No way any any of the current bus technologies could handle even a 10X improvement to its full extent.
Re:So which is it? (Score:5, Interesting)
There's a whole raft of other things to consider before this tech changes the IT world -- how much does it cost, how many separate fabs can produce it so there's no single-point-of-failure that could constrain supply, how much redesign of existing chipsets is required to integrate it into current server/workstation/mobile phone designs, what's the failure rate in service, power dissipation and cooling requirements etc.
Saying that the demo suggests it can be implemented into existing platforms with little difficulty. Of course as Napoleon once said, "There are lies, damned lies and rigged demos." Time will tell.
Re:So which is it? (Score:5, Informative)
If this technology can be adapted to fit into SAS-compatible packaging at MLC/3D NAND pricing this will rock the enterprise storage world for sure.
Entire brands/products in enterprise storage are built around features like caching/tiering that charge you $30k for a little flash and way more than they should for spinning rust under the promise that they'll deliver flash performance for all your workloads, most of the time.
Doing so requires beefy controllers to run elaborate tiering schemes, and along with the sky-high prices for media makes them extremely expensive and extremely profitable.
If (and this is a big if) you can get SLC durability at MLC pricing and simultaneously cut the controller cost (need less compute because you're not bothering with tiering, far less software complexity), suddenly you could have someone selling entry level 24 drive shelves with millions of IOPS and sustained transfers that will melt SAS-12 cables.
Basically it will make sense to quit using rust at all without paying nosebleed pricing at pretty much any scale.

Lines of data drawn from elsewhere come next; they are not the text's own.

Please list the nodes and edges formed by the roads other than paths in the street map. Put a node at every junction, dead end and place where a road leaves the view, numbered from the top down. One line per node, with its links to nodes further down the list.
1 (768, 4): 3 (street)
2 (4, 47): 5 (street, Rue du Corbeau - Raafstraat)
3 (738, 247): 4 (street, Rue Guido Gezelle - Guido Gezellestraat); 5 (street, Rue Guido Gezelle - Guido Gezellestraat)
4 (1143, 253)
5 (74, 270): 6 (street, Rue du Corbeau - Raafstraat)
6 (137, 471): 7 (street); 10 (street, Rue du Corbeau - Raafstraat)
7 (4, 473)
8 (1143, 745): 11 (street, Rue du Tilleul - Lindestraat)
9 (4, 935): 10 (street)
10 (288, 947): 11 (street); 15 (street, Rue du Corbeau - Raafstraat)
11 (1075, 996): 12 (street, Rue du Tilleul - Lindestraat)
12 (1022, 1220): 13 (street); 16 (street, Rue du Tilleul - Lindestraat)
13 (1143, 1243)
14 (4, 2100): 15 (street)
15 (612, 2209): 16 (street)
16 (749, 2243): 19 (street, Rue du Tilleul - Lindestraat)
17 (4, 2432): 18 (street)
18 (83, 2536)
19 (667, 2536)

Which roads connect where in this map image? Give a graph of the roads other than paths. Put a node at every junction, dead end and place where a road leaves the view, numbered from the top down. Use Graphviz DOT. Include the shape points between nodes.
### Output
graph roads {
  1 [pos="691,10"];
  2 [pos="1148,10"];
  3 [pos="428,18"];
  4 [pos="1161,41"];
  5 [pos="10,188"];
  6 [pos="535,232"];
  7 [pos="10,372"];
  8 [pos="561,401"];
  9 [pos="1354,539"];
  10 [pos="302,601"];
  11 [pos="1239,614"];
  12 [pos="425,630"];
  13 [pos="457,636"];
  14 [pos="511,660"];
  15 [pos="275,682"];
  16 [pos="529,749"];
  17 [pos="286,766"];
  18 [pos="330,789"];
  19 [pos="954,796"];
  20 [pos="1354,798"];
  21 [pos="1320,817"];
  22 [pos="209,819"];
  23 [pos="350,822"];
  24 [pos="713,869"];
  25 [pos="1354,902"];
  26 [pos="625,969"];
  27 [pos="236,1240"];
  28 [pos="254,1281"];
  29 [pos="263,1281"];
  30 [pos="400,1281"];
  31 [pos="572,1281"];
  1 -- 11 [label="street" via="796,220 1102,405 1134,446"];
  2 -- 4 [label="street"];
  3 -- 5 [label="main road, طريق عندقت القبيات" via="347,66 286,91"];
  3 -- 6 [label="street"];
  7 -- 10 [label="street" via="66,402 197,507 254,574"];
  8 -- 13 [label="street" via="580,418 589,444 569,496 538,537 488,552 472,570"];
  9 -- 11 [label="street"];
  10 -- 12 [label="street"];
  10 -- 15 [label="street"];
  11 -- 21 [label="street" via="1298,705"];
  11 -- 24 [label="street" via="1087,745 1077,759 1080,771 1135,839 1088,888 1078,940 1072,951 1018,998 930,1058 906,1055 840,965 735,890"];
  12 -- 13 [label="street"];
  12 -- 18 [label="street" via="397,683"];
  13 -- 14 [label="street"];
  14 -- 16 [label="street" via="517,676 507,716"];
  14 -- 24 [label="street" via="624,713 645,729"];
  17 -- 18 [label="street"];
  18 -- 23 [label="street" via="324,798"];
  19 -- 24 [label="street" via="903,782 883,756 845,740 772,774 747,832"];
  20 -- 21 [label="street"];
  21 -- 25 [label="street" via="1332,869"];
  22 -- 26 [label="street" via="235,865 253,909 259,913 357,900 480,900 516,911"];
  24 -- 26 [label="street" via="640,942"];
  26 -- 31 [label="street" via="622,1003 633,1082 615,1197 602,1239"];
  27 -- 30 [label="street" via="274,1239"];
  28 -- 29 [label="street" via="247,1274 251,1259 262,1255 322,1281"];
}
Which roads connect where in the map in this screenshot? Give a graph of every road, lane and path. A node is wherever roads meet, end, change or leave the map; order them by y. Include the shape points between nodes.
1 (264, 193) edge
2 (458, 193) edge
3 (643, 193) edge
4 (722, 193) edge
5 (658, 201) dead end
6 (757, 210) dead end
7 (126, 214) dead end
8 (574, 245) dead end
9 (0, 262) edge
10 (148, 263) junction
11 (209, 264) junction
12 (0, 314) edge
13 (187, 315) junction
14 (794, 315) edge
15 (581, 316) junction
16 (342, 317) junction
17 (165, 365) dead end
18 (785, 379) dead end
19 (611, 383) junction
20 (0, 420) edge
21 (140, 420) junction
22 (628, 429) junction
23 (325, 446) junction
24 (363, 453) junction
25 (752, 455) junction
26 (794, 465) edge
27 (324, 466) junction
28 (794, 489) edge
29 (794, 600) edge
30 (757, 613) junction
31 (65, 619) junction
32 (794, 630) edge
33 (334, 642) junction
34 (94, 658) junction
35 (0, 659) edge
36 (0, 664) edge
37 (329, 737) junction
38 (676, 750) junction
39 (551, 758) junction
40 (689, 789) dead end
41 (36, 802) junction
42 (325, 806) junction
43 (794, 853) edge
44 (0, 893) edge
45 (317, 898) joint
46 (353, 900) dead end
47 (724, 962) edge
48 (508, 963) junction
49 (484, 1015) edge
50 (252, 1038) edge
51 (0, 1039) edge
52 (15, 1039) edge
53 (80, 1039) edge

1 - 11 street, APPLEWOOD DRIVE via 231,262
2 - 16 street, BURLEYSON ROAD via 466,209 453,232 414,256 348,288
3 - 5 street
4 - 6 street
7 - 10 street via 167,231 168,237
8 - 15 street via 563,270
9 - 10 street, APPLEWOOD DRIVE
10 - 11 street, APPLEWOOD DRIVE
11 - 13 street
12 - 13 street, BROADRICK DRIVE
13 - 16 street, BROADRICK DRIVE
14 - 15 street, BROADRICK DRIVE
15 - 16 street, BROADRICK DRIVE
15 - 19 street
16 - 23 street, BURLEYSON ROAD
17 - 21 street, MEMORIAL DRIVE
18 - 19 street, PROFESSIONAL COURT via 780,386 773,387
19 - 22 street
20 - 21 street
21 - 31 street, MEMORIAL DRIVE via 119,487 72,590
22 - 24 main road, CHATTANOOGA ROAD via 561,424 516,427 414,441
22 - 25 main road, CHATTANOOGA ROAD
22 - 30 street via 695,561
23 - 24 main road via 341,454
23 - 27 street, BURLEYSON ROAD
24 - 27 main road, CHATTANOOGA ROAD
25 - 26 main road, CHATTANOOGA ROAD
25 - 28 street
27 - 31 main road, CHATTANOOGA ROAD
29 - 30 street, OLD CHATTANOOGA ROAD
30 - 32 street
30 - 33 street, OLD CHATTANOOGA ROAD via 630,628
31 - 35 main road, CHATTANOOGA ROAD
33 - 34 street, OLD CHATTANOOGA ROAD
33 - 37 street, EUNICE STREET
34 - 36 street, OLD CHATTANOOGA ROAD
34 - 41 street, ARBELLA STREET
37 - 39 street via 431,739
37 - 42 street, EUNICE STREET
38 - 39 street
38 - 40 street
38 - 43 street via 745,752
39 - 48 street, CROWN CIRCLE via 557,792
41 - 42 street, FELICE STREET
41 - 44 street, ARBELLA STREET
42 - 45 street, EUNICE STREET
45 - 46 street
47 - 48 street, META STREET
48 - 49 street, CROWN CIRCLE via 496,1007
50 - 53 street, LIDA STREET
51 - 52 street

Re:So which is it? (Score:4, Insightful)
If this tech makes it into the marketplace at reasonable prices it's not going to be hanging off SAS-12 cables or any other serial links at that rate, it will be more tightly integrated with the CPU bus to deliver on the R/W and access speed improvements. Even PCI is a possible bottleneck if this 3D flash can deliver what Intel are claiming for it. Comparing its performance to DRAM is a "tell" and shows what they're thinking; this may be the fabled "non-volatile RAM" solution that's been the Holy Grail researchers have been trying to develop pretty much ever since RAM was invented. (Yes, I know there are battery-backed-up RAM solutions that claim to be non-volatile but they're only non-volatile until the battery power runs out).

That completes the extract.